- [Task details] From the line with "ring mcp: (549, 935)" through the line with "thumb ip: (1378, 901)", inclusive, return each line of the data below exactly and leave the rest out.

(Collected data)
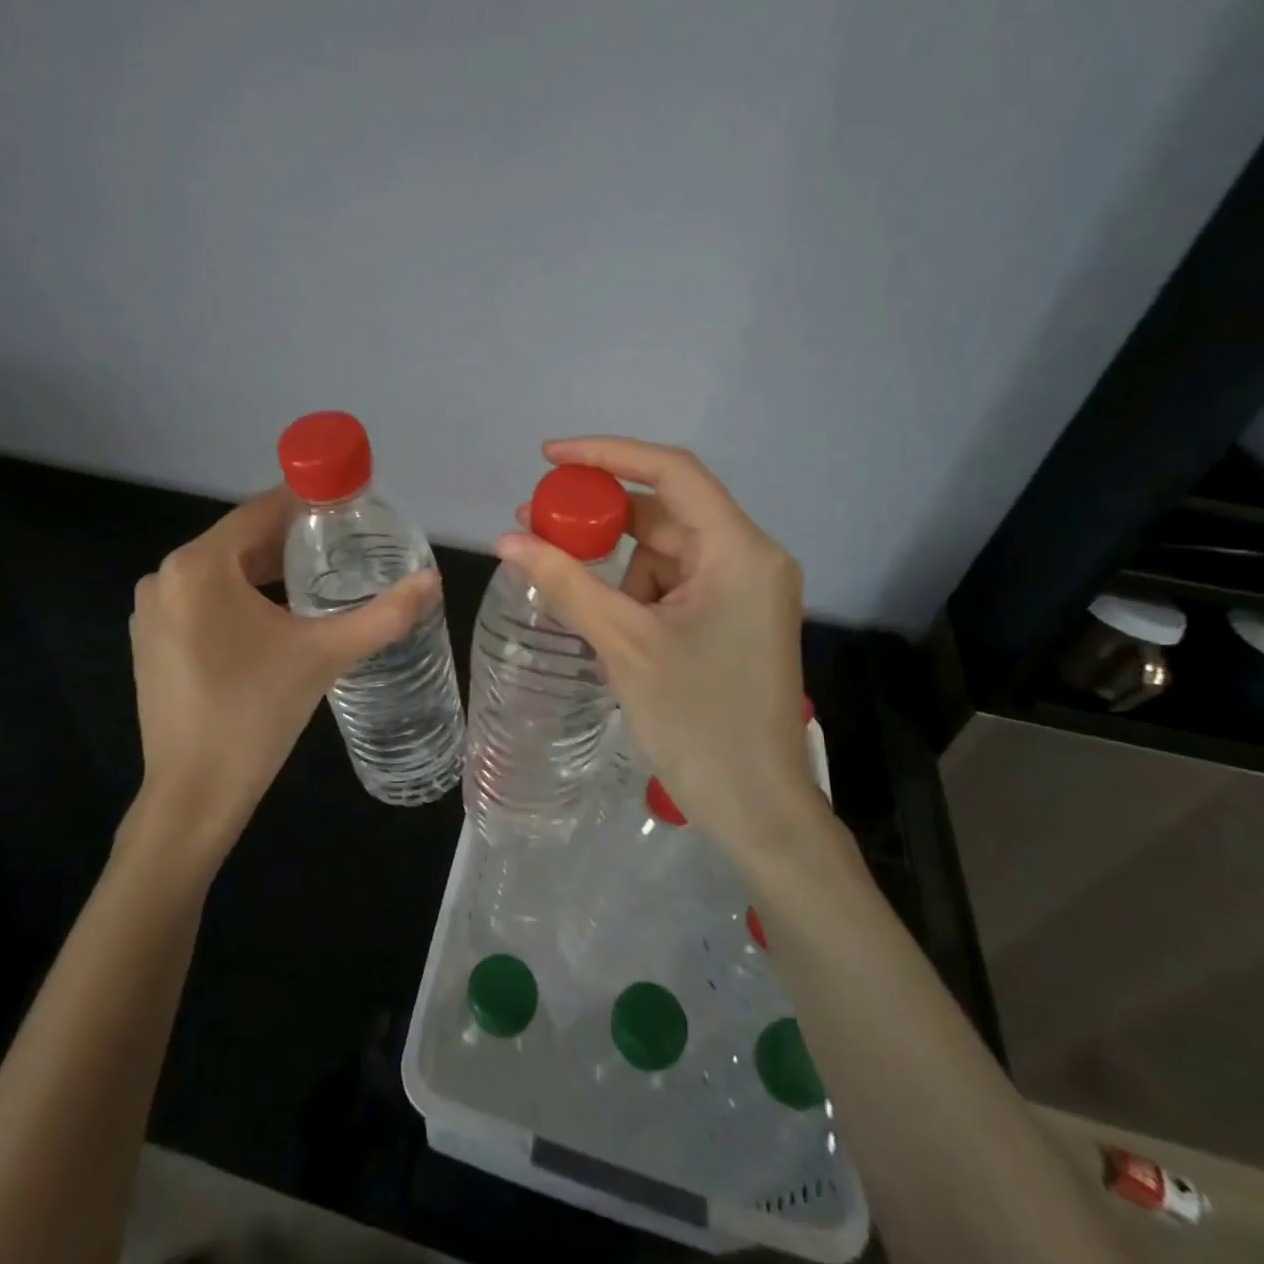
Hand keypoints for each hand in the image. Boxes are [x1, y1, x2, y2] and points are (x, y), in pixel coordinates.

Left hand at [128, 485, 440, 860]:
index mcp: (199, 566)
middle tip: (344, 546)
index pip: (260, 512)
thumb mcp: (325, 655)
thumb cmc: (256, 714)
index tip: (347, 503)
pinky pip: (202, 600)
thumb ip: (384, 615)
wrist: (194, 795)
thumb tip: (433, 580)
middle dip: (290, 541)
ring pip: (220, 572)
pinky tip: (273, 620)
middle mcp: (165, 576)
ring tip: (317, 581)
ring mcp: (152, 611)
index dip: (306, 502)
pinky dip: (238, 599)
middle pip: (240, 541)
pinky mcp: (151, 641)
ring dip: (265, 571)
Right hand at [498, 438, 821, 861]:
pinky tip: (605, 622)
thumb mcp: (623, 644)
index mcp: (738, 552)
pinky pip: (672, 584)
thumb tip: (506, 541)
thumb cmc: (697, 722)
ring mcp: (742, 591)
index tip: (550, 458)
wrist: (757, 809)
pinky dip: (633, 592)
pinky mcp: (731, 619)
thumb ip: (565, 583)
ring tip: (570, 593)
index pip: (671, 473)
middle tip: (538, 522)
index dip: (608, 454)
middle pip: (664, 513)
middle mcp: (749, 559)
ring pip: (663, 552)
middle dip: (600, 518)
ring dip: (614, 565)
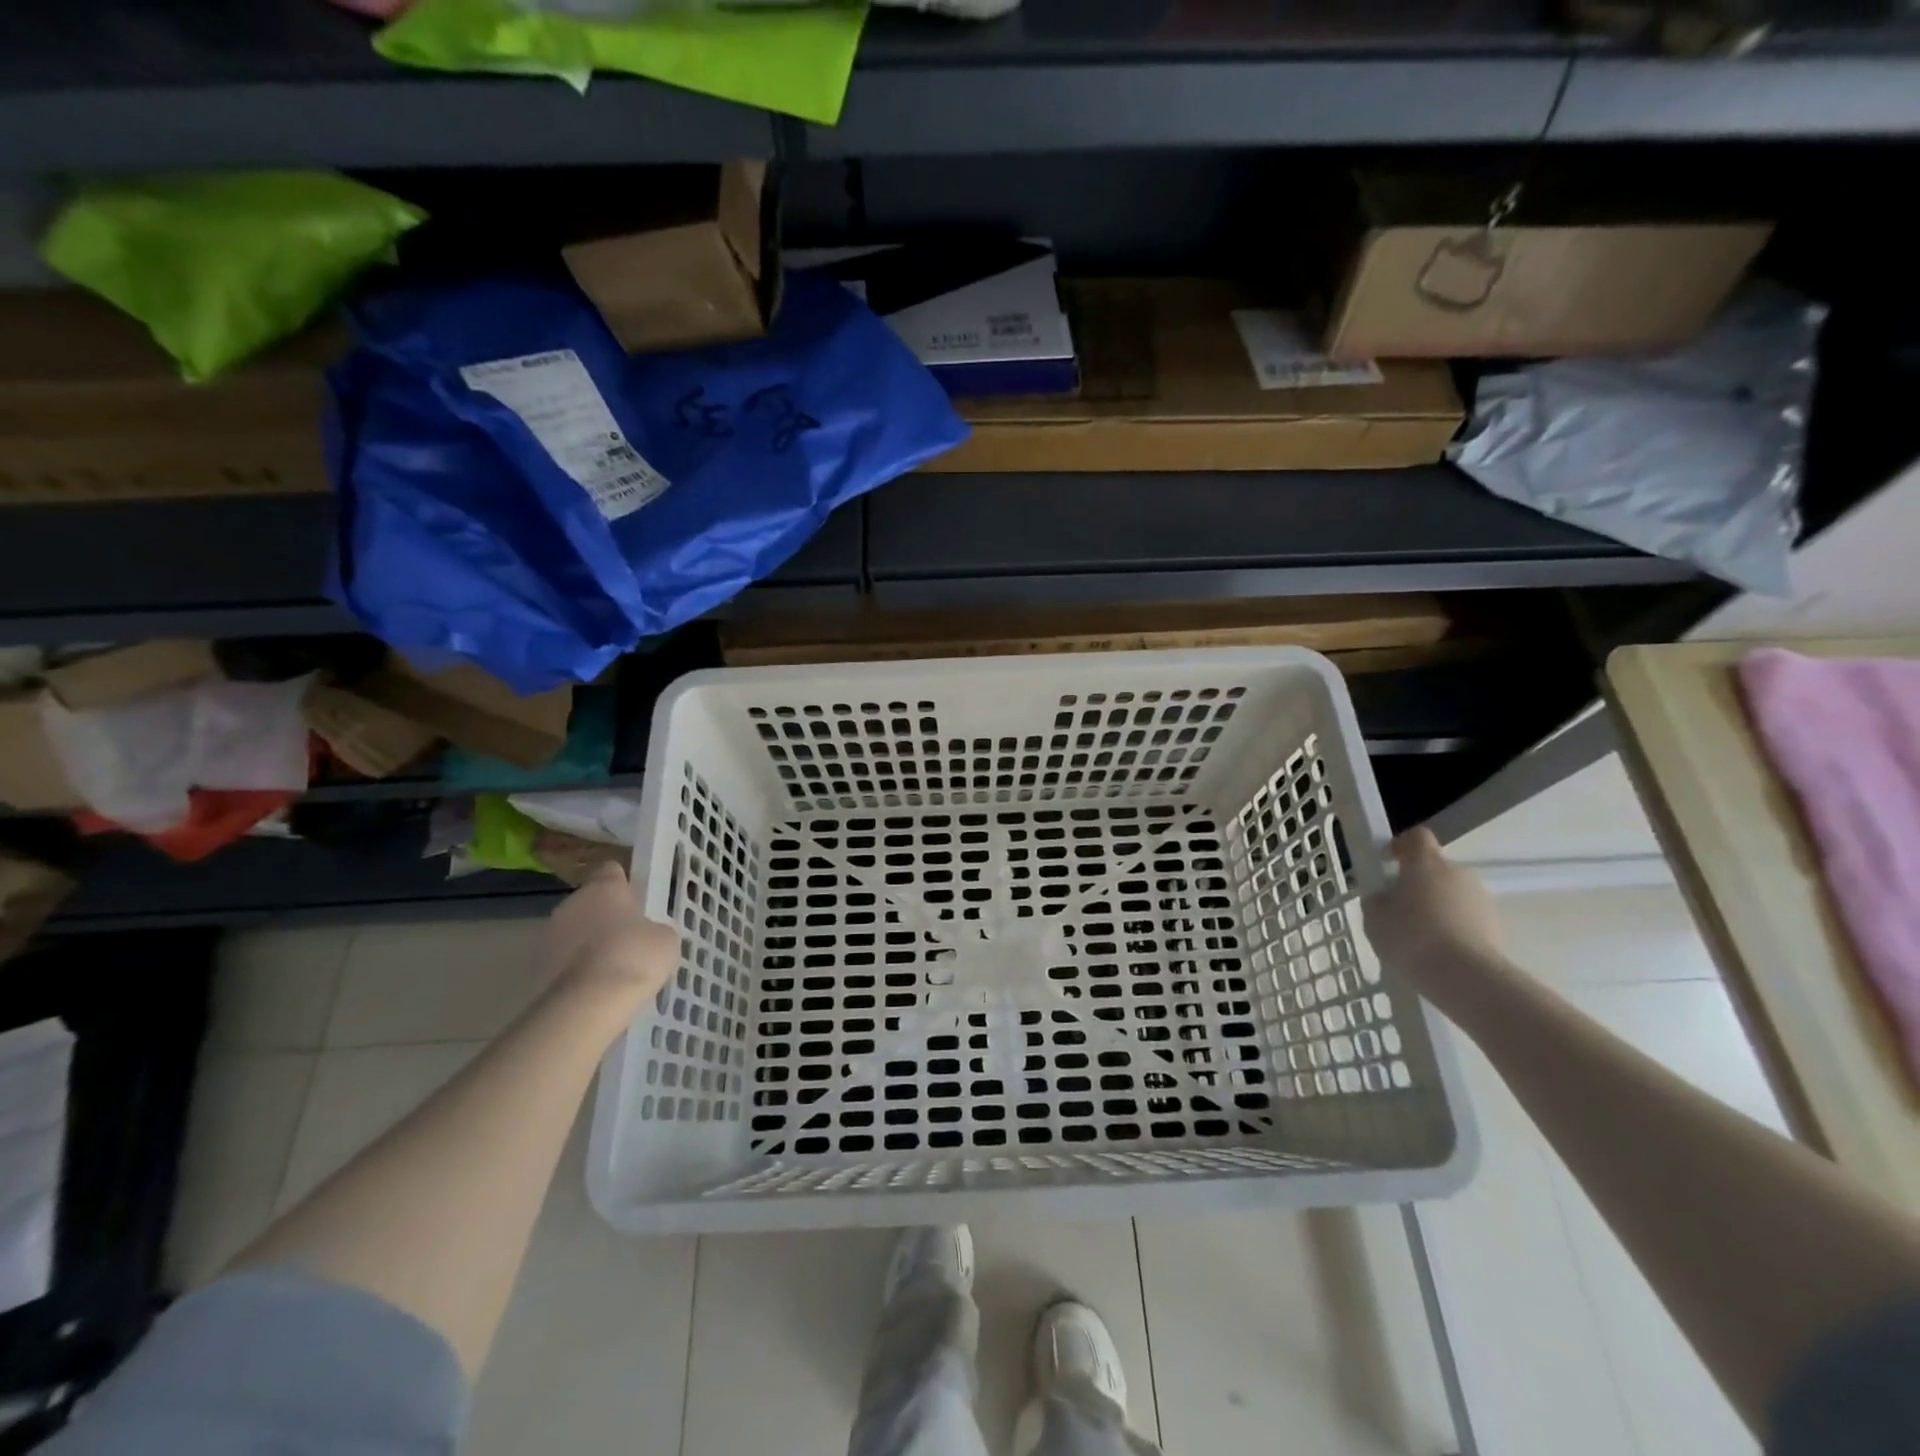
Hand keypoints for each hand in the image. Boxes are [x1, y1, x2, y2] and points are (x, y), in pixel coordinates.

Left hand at [542, 862, 679, 1001]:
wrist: (589, 1003)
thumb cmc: (634, 957)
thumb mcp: (664, 939)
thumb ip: (655, 928)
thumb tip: (647, 934)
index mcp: (603, 887)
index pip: (612, 871)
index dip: (625, 884)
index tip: (638, 901)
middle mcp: (572, 903)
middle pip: (590, 902)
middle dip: (605, 916)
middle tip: (628, 938)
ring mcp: (549, 935)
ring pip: (573, 931)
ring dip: (587, 942)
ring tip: (611, 967)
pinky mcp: (536, 966)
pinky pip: (563, 959)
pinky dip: (576, 968)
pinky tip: (595, 986)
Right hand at [1361, 828, 1505, 998]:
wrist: (1467, 978)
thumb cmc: (1412, 938)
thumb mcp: (1374, 919)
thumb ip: (1378, 901)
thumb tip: (1385, 898)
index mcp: (1425, 863)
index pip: (1416, 837)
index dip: (1401, 846)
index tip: (1388, 862)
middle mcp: (1458, 873)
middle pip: (1435, 868)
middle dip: (1418, 884)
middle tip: (1399, 910)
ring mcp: (1482, 899)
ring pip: (1453, 895)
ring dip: (1438, 907)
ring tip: (1421, 938)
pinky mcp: (1497, 926)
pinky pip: (1467, 918)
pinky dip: (1454, 928)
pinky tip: (1439, 953)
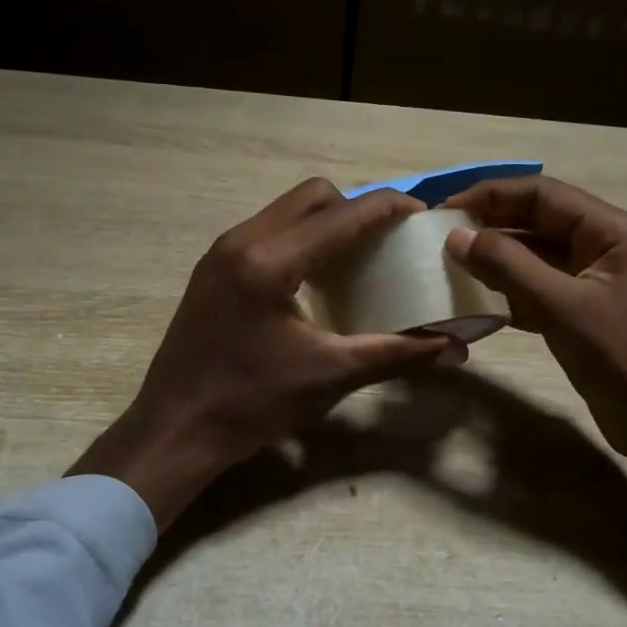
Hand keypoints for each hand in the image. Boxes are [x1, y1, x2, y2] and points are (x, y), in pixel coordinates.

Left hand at [72, 179, 452, 526]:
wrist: (174, 431)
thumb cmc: (252, 404)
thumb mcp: (331, 376)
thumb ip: (395, 353)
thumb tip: (451, 347)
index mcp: (270, 261)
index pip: (344, 214)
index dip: (390, 208)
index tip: (423, 216)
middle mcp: (242, 241)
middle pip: (313, 196)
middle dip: (356, 208)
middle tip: (386, 241)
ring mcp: (221, 253)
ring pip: (286, 211)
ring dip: (326, 223)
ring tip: (357, 258)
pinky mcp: (212, 270)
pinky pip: (267, 233)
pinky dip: (300, 241)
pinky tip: (316, 281)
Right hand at [444, 176, 626, 535]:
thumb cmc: (622, 359)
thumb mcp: (563, 308)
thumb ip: (508, 266)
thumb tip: (457, 235)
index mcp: (613, 231)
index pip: (543, 194)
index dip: (491, 196)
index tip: (445, 208)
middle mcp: (605, 244)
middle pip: (538, 220)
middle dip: (490, 226)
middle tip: (439, 237)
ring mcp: (594, 278)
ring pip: (535, 255)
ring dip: (496, 260)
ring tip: (450, 266)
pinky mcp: (583, 310)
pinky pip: (538, 287)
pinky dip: (508, 291)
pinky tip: (475, 300)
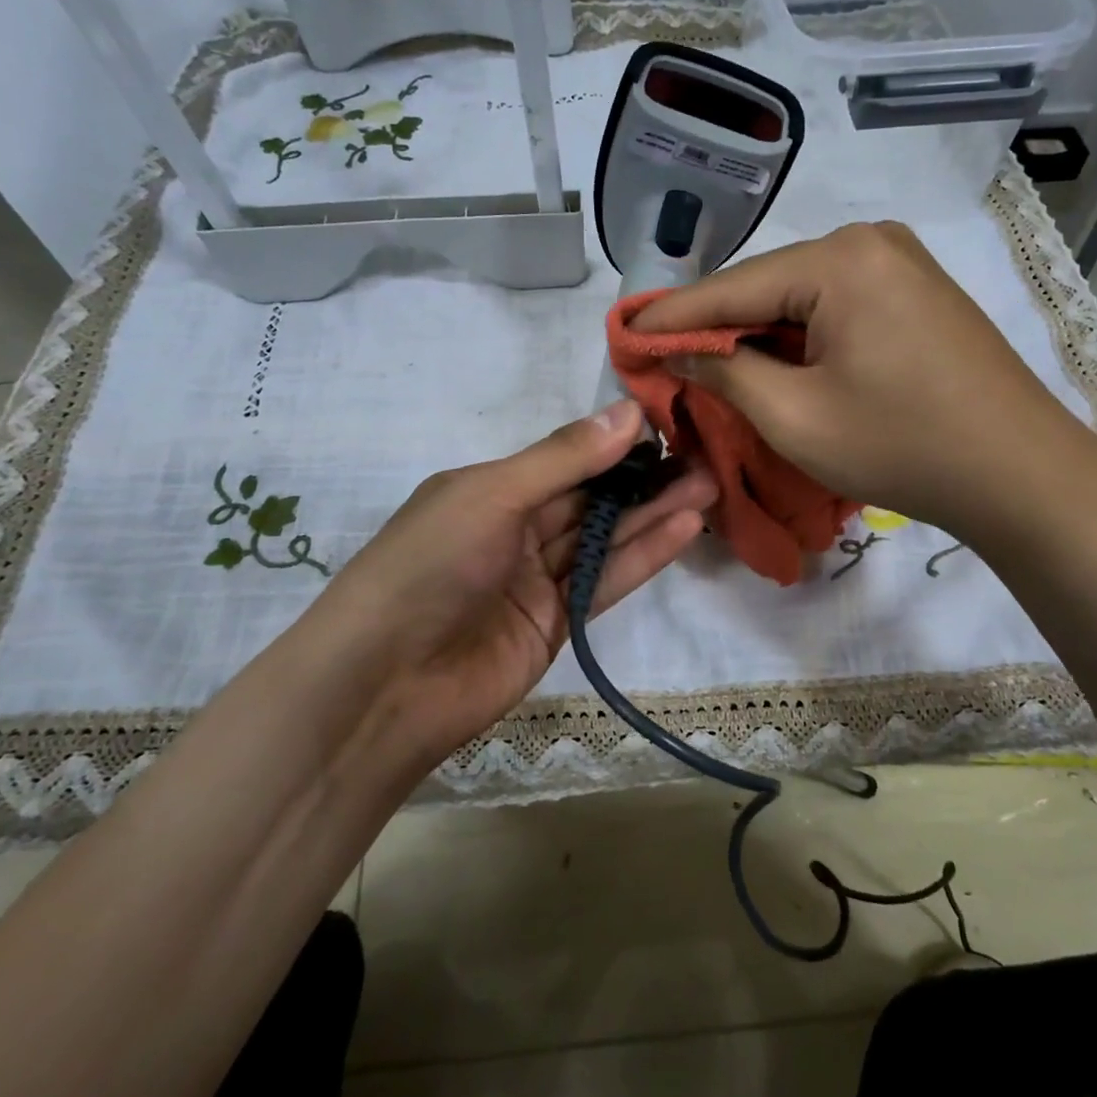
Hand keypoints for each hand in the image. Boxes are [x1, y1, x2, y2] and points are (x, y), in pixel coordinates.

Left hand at [290, 400, 715, 776]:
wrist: (387, 684)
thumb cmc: (430, 566)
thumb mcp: (492, 495)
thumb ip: (564, 459)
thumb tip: (629, 412)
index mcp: (489, 489)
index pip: (564, 458)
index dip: (615, 442)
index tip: (670, 425)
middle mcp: (514, 528)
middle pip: (591, 497)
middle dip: (645, 478)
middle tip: (705, 458)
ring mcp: (536, 579)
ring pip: (605, 537)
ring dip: (654, 513)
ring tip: (709, 486)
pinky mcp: (558, 623)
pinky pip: (605, 580)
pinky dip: (643, 555)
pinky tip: (685, 528)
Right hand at [631, 222, 1096, 561]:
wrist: (1018, 473)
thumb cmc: (901, 445)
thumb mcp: (795, 417)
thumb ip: (725, 374)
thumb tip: (678, 352)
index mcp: (839, 260)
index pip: (731, 288)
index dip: (671, 317)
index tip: (621, 334)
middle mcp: (869, 242)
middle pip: (765, 287)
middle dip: (713, 326)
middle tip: (659, 355)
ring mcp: (898, 263)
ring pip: (797, 297)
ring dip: (753, 333)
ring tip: (703, 363)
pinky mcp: (913, 291)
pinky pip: (833, 306)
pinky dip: (795, 336)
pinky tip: (769, 360)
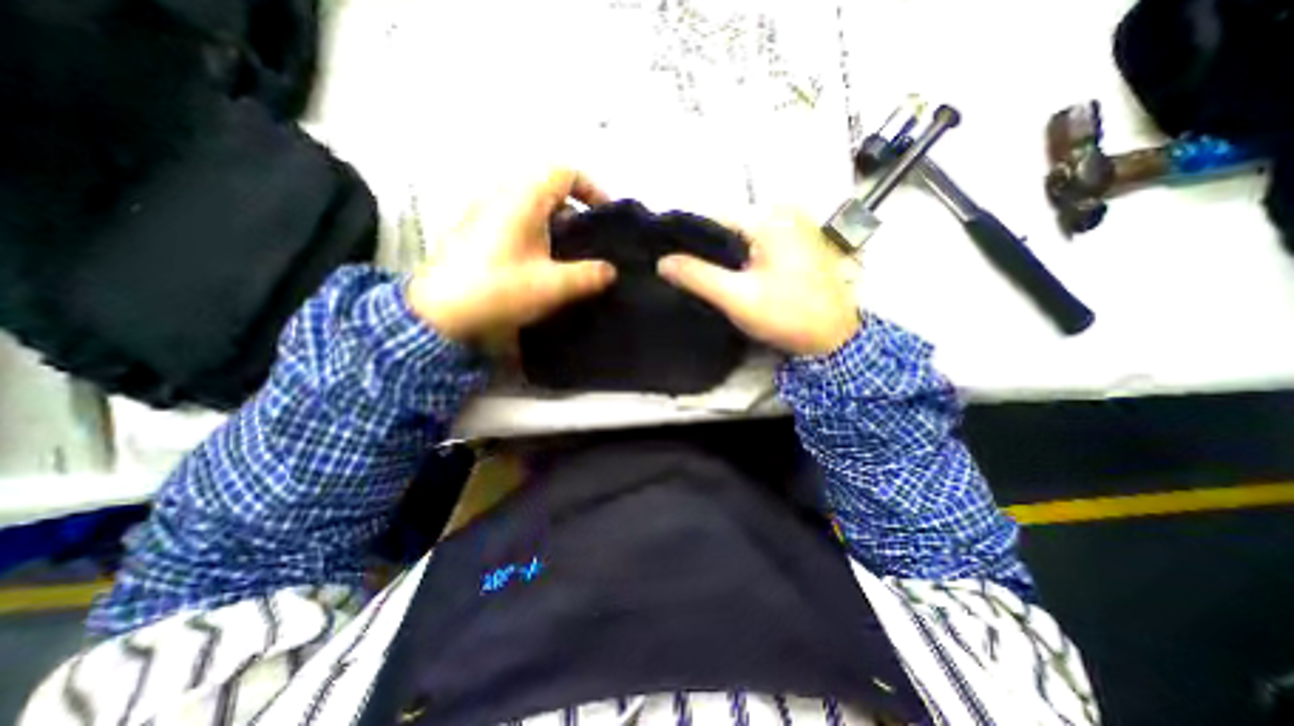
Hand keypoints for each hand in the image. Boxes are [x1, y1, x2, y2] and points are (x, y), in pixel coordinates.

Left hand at [409, 168, 619, 341]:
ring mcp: (482, 212)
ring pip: (529, 206)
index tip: (605, 216)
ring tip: (567, 257)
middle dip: (574, 212)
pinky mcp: (473, 231)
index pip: (564, 172)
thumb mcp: (554, 285)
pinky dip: (534, 233)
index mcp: (522, 198)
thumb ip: (589, 275)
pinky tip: (538, 265)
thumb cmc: (500, 290)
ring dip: (554, 225)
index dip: (591, 189)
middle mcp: (500, 195)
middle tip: (588, 242)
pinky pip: (513, 220)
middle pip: (547, 188)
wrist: (439, 314)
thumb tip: (610, 271)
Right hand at [659, 208, 856, 356]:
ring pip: (740, 237)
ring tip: (702, 278)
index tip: (667, 259)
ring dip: (721, 256)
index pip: (711, 218)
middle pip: (726, 226)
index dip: (686, 239)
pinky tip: (729, 277)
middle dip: (704, 250)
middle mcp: (782, 212)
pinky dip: (740, 259)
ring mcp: (793, 226)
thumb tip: (662, 262)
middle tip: (683, 275)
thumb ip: (699, 277)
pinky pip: (756, 245)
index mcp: (769, 216)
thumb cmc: (788, 315)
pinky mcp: (796, 243)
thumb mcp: (738, 297)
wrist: (835, 338)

- [Answer space]
ring mcp: (549, 935)
ring pip: (573, 931)
ring dip: (587, 942)
ring tip: (611, 967)
pinky mcp: (536, 966)
pinky pip: (563, 959)
pinky dip: (576, 968)
pinky tip: (595, 986)
Right hand at [1361, 828, 1505, 998]:
wrist: (1467, 978)
thumb cmc: (1412, 938)
thumb mcp: (1374, 919)
thumb ip: (1378, 901)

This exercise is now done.